CVE-2024-22168

Vulnerability

Details

CVE-2024-22168 is a Cross-Site Scripting (XSS) vulnerability found in the web applications for Western Digital's My Cloud, My Cloud Home, SanDisk ibi, and WD Cloud products. The root cause is improper sanitization of user-controlled data, allowing an attacker to inject arbitrary JavaScript or HTML into the application's interface. Western Digital credits Jay Mehta for reporting this issue [1].

Exploitation

Prerequisites

The vulnerability can be exploited without authentication, as an attacker only needs to craft a malicious link or input that, when accessed or interacted with by a legitimate user, triggers the XSS payload. The attack surface is the publicly accessible web app interface, meaning an attacker does not require prior network access or privileged credentials to initiate the attack [1]. The XSS can redirect users to a malicious domain or execute arbitrary client-side code within the user's browser session.

Impact

Successful exploitation enables an attacker to perform credential reset by redirecting a user to a crafted domain, or to execute arbitrary client-side code in the user's browser.

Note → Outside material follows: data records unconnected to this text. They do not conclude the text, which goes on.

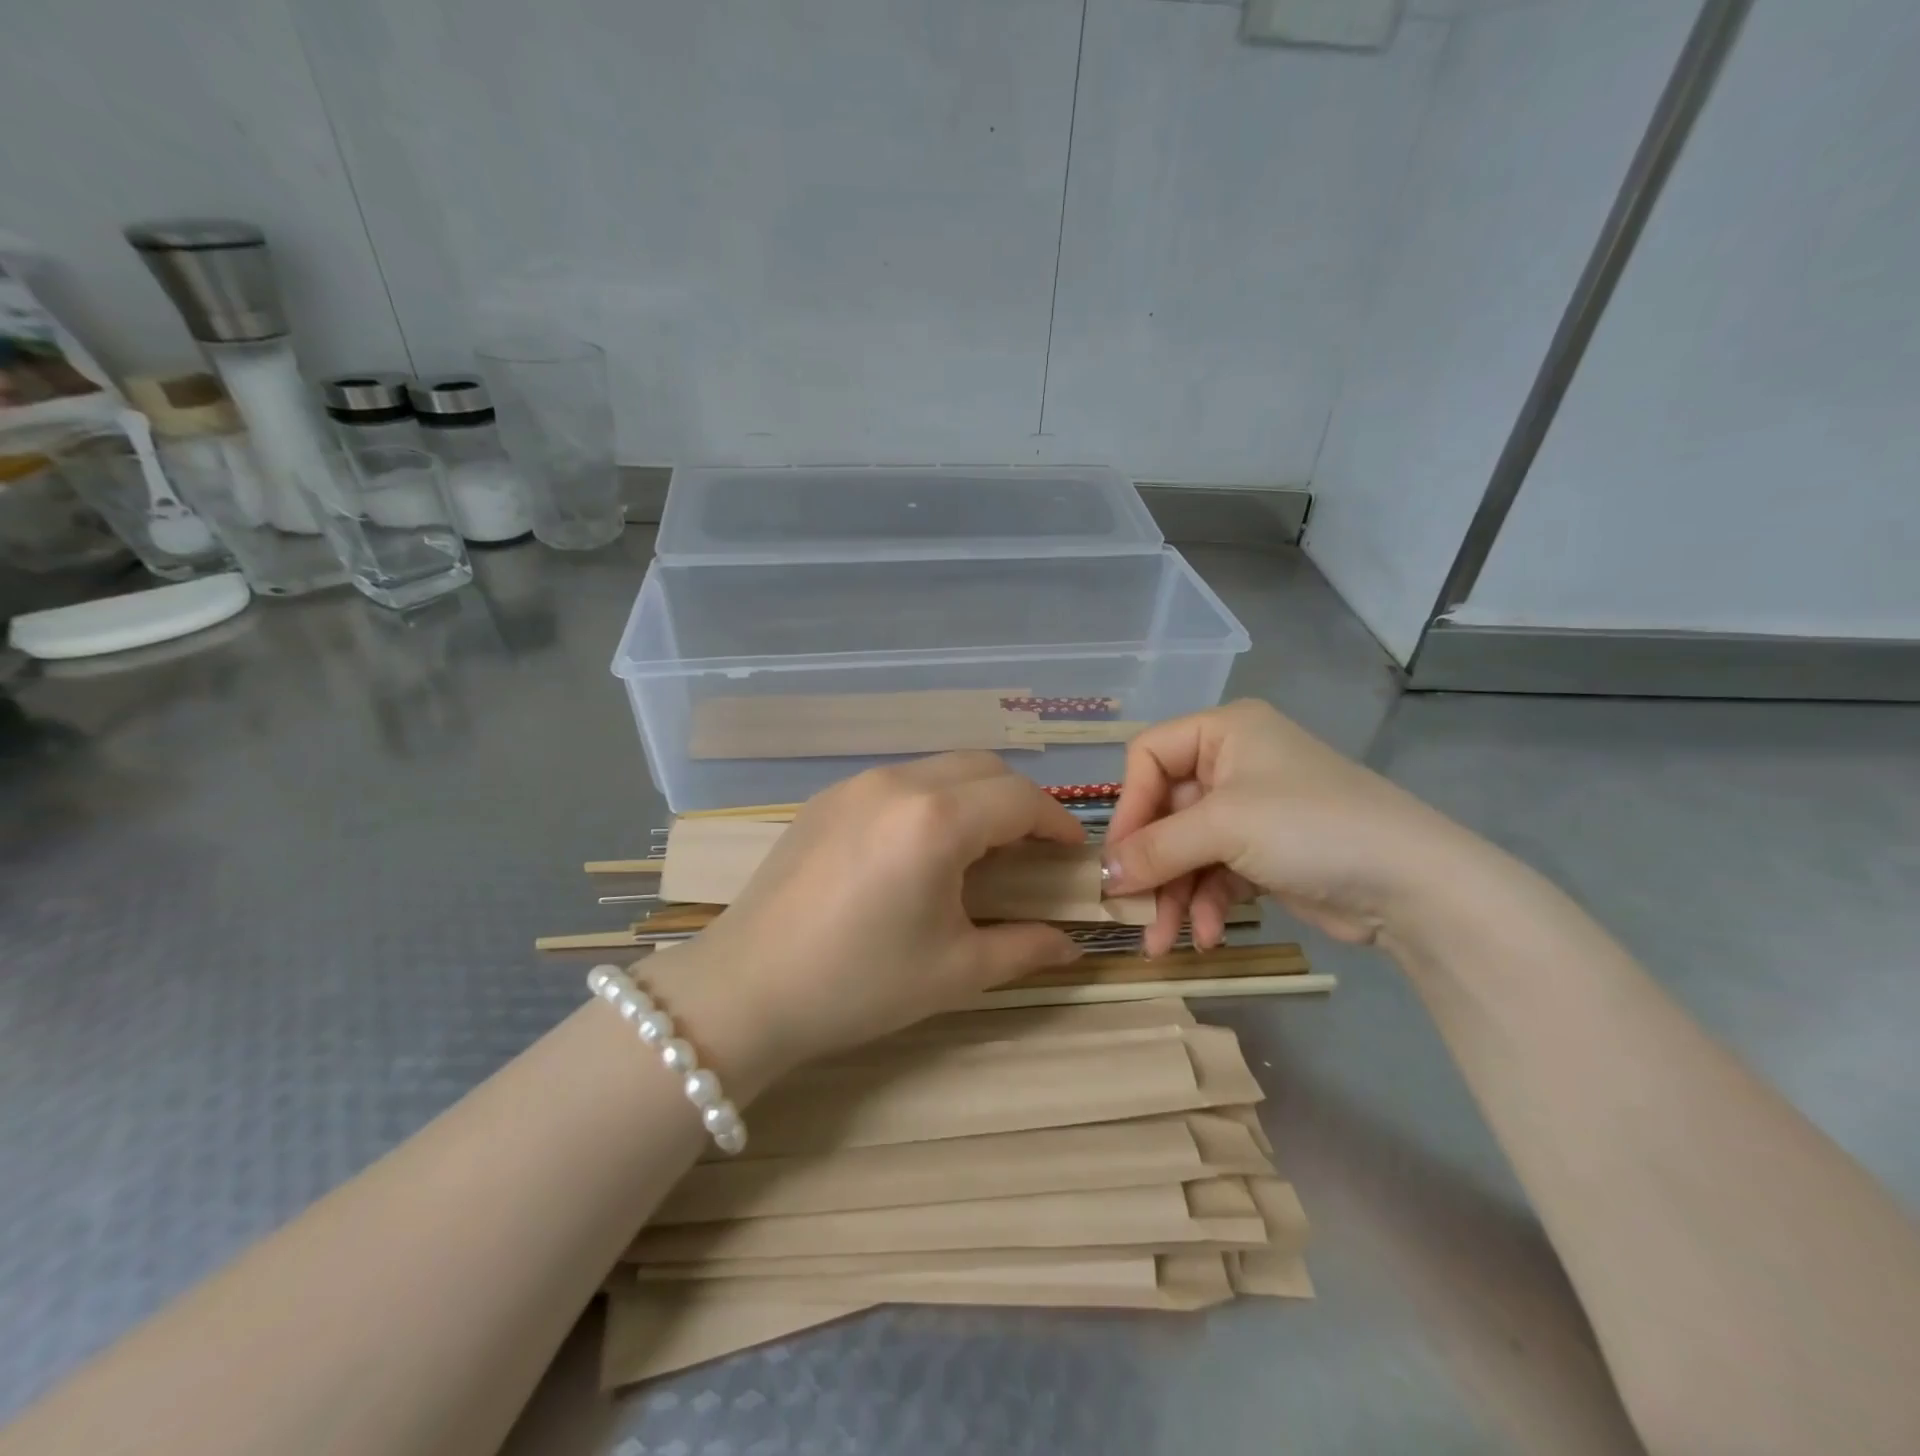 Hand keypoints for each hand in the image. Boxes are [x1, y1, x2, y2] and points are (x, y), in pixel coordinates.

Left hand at [647, 753, 1085, 1091]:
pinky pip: (898, 781)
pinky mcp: (826, 797)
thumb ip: (1025, 948)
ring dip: (973, 796)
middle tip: (1030, 850)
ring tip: (977, 849)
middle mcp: (898, 783)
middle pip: (984, 768)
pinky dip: (930, 799)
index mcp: (935, 820)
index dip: (1057, 823)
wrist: (746, 990)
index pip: (1020, 799)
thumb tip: (1070, 943)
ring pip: (939, 768)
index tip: (1073, 854)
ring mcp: (856, 784)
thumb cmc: (858, 984)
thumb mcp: (954, 972)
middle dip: (1019, 801)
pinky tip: (918, 848)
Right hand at [1102, 700, 1483, 955]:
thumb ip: (1156, 848)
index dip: (1129, 807)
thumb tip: (1103, 874)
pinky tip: (1208, 937)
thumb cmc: (1310, 827)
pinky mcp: (1262, 853)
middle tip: (1129, 910)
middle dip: (1150, 866)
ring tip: (1162, 942)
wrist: (1413, 885)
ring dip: (1173, 896)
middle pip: (1165, 812)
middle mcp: (1231, 764)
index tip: (1119, 857)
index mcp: (1223, 732)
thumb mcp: (1224, 827)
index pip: (1148, 756)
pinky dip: (1205, 904)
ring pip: (1186, 850)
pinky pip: (1213, 873)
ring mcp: (1248, 811)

This could lead to data theft, session hijacking, or further compromise of the affected device and user accounts. The vulnerability is categorized as Medium severity [1].

Mitigation

Western Digital has automatically updated the affected web applications to version 4.28.0-102 or later, which includes proper input filtering to remediate the XSS flaw. Users are advised to ensure their web apps are updated and to review the advisory for any further recommended actions [1].